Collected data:
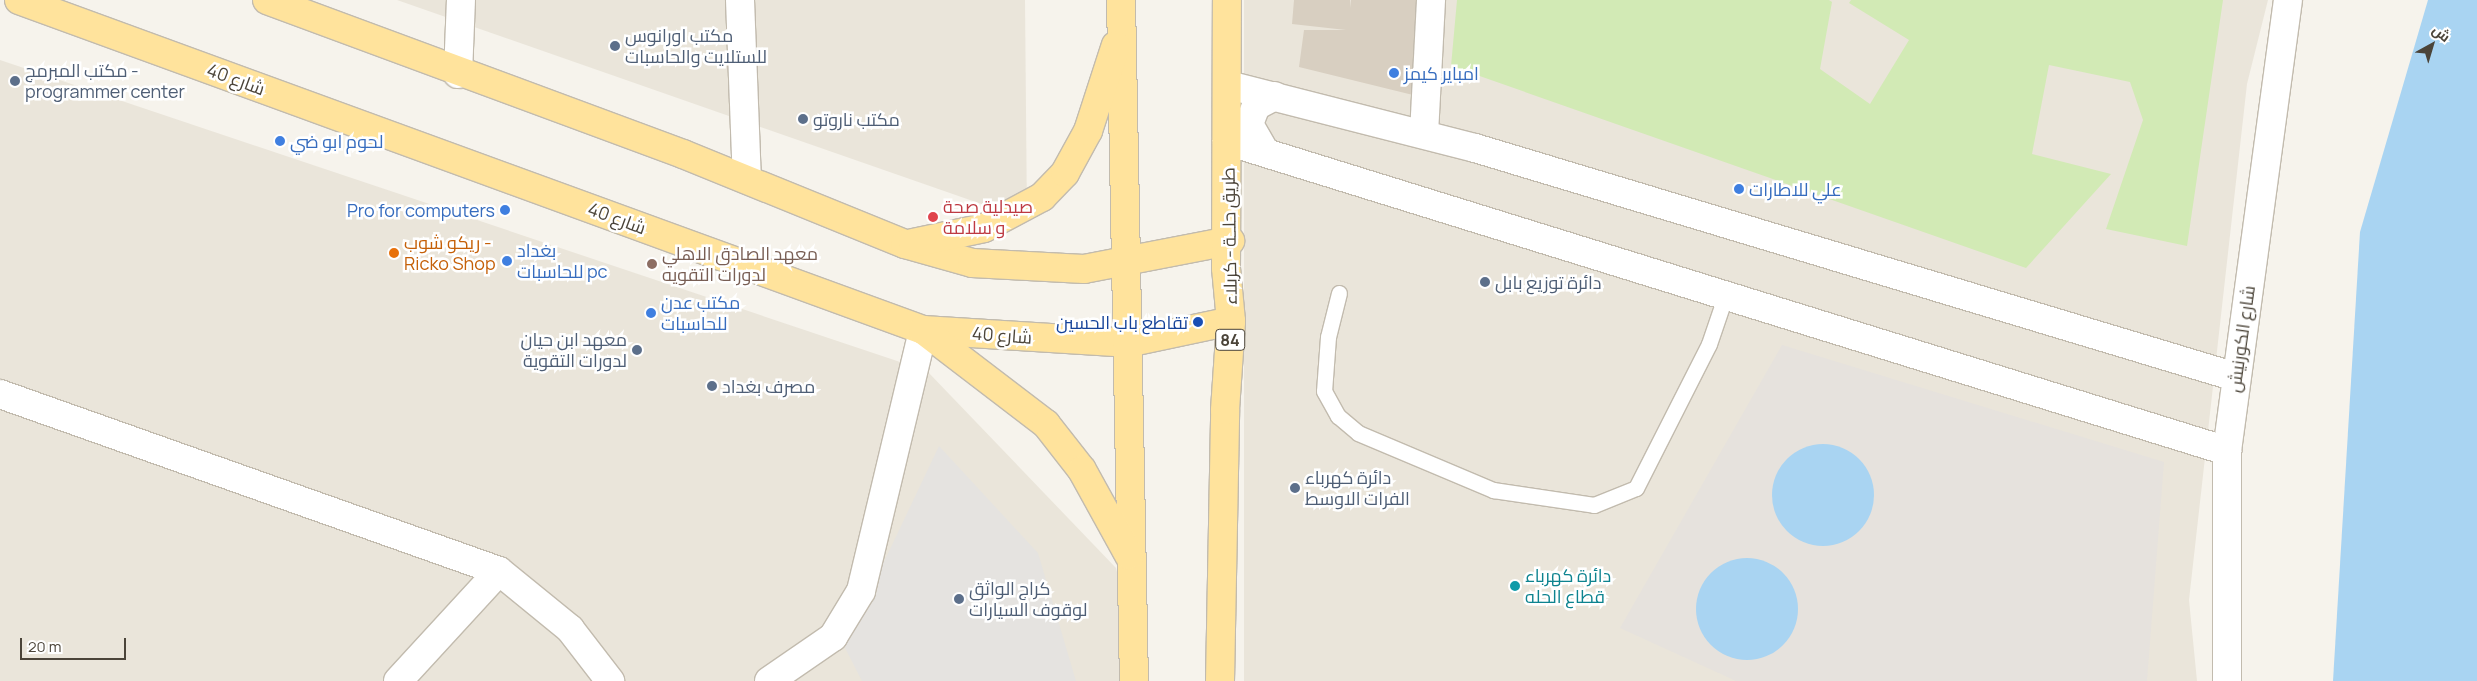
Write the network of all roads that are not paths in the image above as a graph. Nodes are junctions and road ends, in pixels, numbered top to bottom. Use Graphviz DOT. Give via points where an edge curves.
graph roads {
  1 [pos="19,0"];
  2 [pos="267,0"];
  3 [pos="461,0"];
  4 [pos="740,0"];
  5 [pos="1121,0"];
  6 [pos="1227,0"];
  7 [pos="1431,0"];
  8 [pos="2288,0"];
  9 [pos="1121,30"];
  10 [pos="458,74"];
  11 [pos="1228,85"];
  12 [pos="1275,96"];
  13 [pos="1424,134"];
  14 [pos="1227,141"];
  15 [pos="1265,152"];
  16 [pos="747,179"];
  17 [pos="1230,241"];
  18 [pos="905,244"];
  19 [pos="1123,264"];
  20 [pos="1340,293"];
  21 [pos="1726,294"];
  22 [pos="1231,322"];
  23 [pos="923,330"];
  24 [pos="1127,343"];
  25 [pos="2236,377"];
  26 [pos="0,394"];
  27 [pos="2227,451"];
  28 [pos="1133,562"];
  29 [pos="499,572"];
  30 [pos="398,681"];
  31 [pos="610,681"];
  32 [pos="769,681"];
  33 [pos="1134,681"];
  34 [pos="1220,681"];
  35 [pos="2226,681"];
  1 -- 23 [label="main road, شارع 40"];
  2 -- 10 [label="main road"];
  3 -- 10 [label="street"];
  4 -- 16 [label="street"];
  5 -- 9 [label="main road"];
  6 -- 11 [label="main road, طريق حلــة - كربلاء / 84"];
  7 -- 13 [label="street"];
  8 -- 25 [label="street, شارع الكورنيش"];
  9 -- 18 [label="main road" via="1088,131 1065,172 1042,197 984,228"];
  9 -- 19 [label="main road"];
  10 -- 16 [label="main road"];
  11 -- 12 [label="street"];
  11 -- 14 [label="main road, طريق حلــة - كربلاء / 84"];
  12 -- 13 [label="street"];
  12 -- 15 [label="street" via="1256,106 1250,124"];
  13 -- 25 [label="street"];
  14 -- 15 [label="street"];
  14 -- 17 [label="main road, طريق حلــة - كربلاء / 84"];
  15 -- 21 [label="street"];
  16 -- 18 [label="main road"];
  17 -- 19 [label="main road"];
  17 -- 22 [label="main road, طريق حلــة - كربلاء / 84" via="1227,286"];
  18 -- 19 [label="main road" via="972,263 1084,270"];
  19 -- 24 [label="main road"];
  20 -- 21 [label="lane" via="1328,337 1324,391 1338,416 1358,432 1493,490 1594,505 1636,488 1709,344"];
  21 -- 27 [label="street"];
  22 -- 24 [label="main road, شارع 40"];
  22 -- 34 [label="main road, طريق حلــة - كربلاء / 84" via="1225,410"];
  23 -- 24 [label="main road, شارع 40"];
  23 -- 28 [label="main road" via="1046,424 1101,501"];
  23 -- 32 [label="street" via="861,591 834,637"];
  24 -- 28 [label="main road"];
  25 -- 27 [label="street, شارع الكورنيش"];
  26 -- 29 [label="street"];
  27 -- 35 [label="street, شارع الكورنيش"];
  28 -- 33 [label="main road"];
  29 -- 30 [label="street"];
  29 -- 31 [label="street" via="570,630"];
}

YOUR TASK: Set the preceding data down again word for word, omitting images.

THE COMPLETED TASK:
Write the network of all roads that are not paths in the image above as a graph. Nodes are junctions and road ends, in pixels, numbered top to bottom. Use Graphviz DOT. Give via points where an edge curves.
graph roads {
  1 [pos="19,0"];
  2 [pos="267,0"];
  3 [pos="461,0"];
  4 [pos="740,0"];
  5 [pos="1121,0"];
  6 [pos="1227,0"];
  7 [pos="1431,0"];
  8 [pos="2288,0"];
  9 [pos="1121,30"];
  10 [pos="458,74"];
  11 [pos="1228,85"];
  12 [pos="1275,96"];
  13 [pos="1424,134"];
  14 [pos="1227,141"];
  15 [pos="1265,152"];
  16 [pos="747,179"];
  17 [pos="1230,241"];
  18 [pos="905,244"];
  19 [pos="1123,264"];
  20 [pos="1340,293"];
  21 [pos="1726,294"];
  22 [pos="1231,322"];
  23 [pos="923,330"];
  24 [pos="1127,343"];
  25 [pos="2236,377"];
  26 [pos="0,394"];
  27 [pos="2227,451"];
  28 [pos="1133,562"];
  29 [pos="499,572"];
  30 [pos="398,681"];
  31 [pos="610,681"];
  32 [pos="769,681"];
  33 [pos="1134,681"];
  34 [pos="1220,681"];
  35 [pos="2226,681"];
  1 -- 23 [label="main road, شارع 40"];
  2 -- 10 [label="main road"];
  3 -- 10 [label="street"];
  4 -- 16 [label="street"];
  5 -- 9 [label="main road"];
  6 -- 11 [label="main road, طريق حلــة - كربلاء / 84"];
  7 -- 13 [label="street"];
  8 -- 25 [label="street, شارع الكورنيش"];
  9 -- 18 [label="main road" via="1088,131 1065,172 1042,197 984,228"];
  9 -- 19 [label="main road"];
  10 -- 16 [label="main road"];
  11 -- 12 [label="street"];
  11 -- 14 [label="main road, طريق حلــة - كربلاء / 84"];
  12 -- 13 [label="street"];
  12 -- 15 [label="street" via="1256,106 1250,124"];
  13 -- 25 [label="street"];
  14 -- 15 [label="street"];
  14 -- 17 [label="main road, طريق حلــة - كربلاء / 84"];
  15 -- 21 [label="street"];
  16 -- 18 [label="main road"];
  17 -- 19 [label="main road"];
  17 -- 22 [label="main road, طريق حلــة - كربلاء / 84" via="1227,286"];
  18 -- 19 [label="main road" via="972,263 1084,270"];
  19 -- 24 [label="main road"];
  20 -- 21 [label="lane" via="1328,337 1324,391 1338,416 1358,432 1493,490 1594,505 1636,488 1709,344"];
  21 -- 27 [label="street"];
  22 -- 24 [label="main road, شارع 40"];
  22 -- 34 [label="main road, طريق حلــة - كربلاء / 84" via="1225,410"];
  23 -- 24 [label="main road, شارع 40"];
  23 -- 28 [label="main road" via="1046,424 1101,501"];
  23 -- 32 [label="street" via="861,591 834,637"];
  24 -- 28 [label="main road"];
  25 -- 27 [label="street, شارع الكورنيش"];
  26 -- 29 [label="street"];
  27 -- 35 [label="street, شارع الكورنيش"];
  28 -- 33 [label="main road"];
  29 -- 30 [label="street"];
  29 -- 31 [label="street" via="570,630"];
}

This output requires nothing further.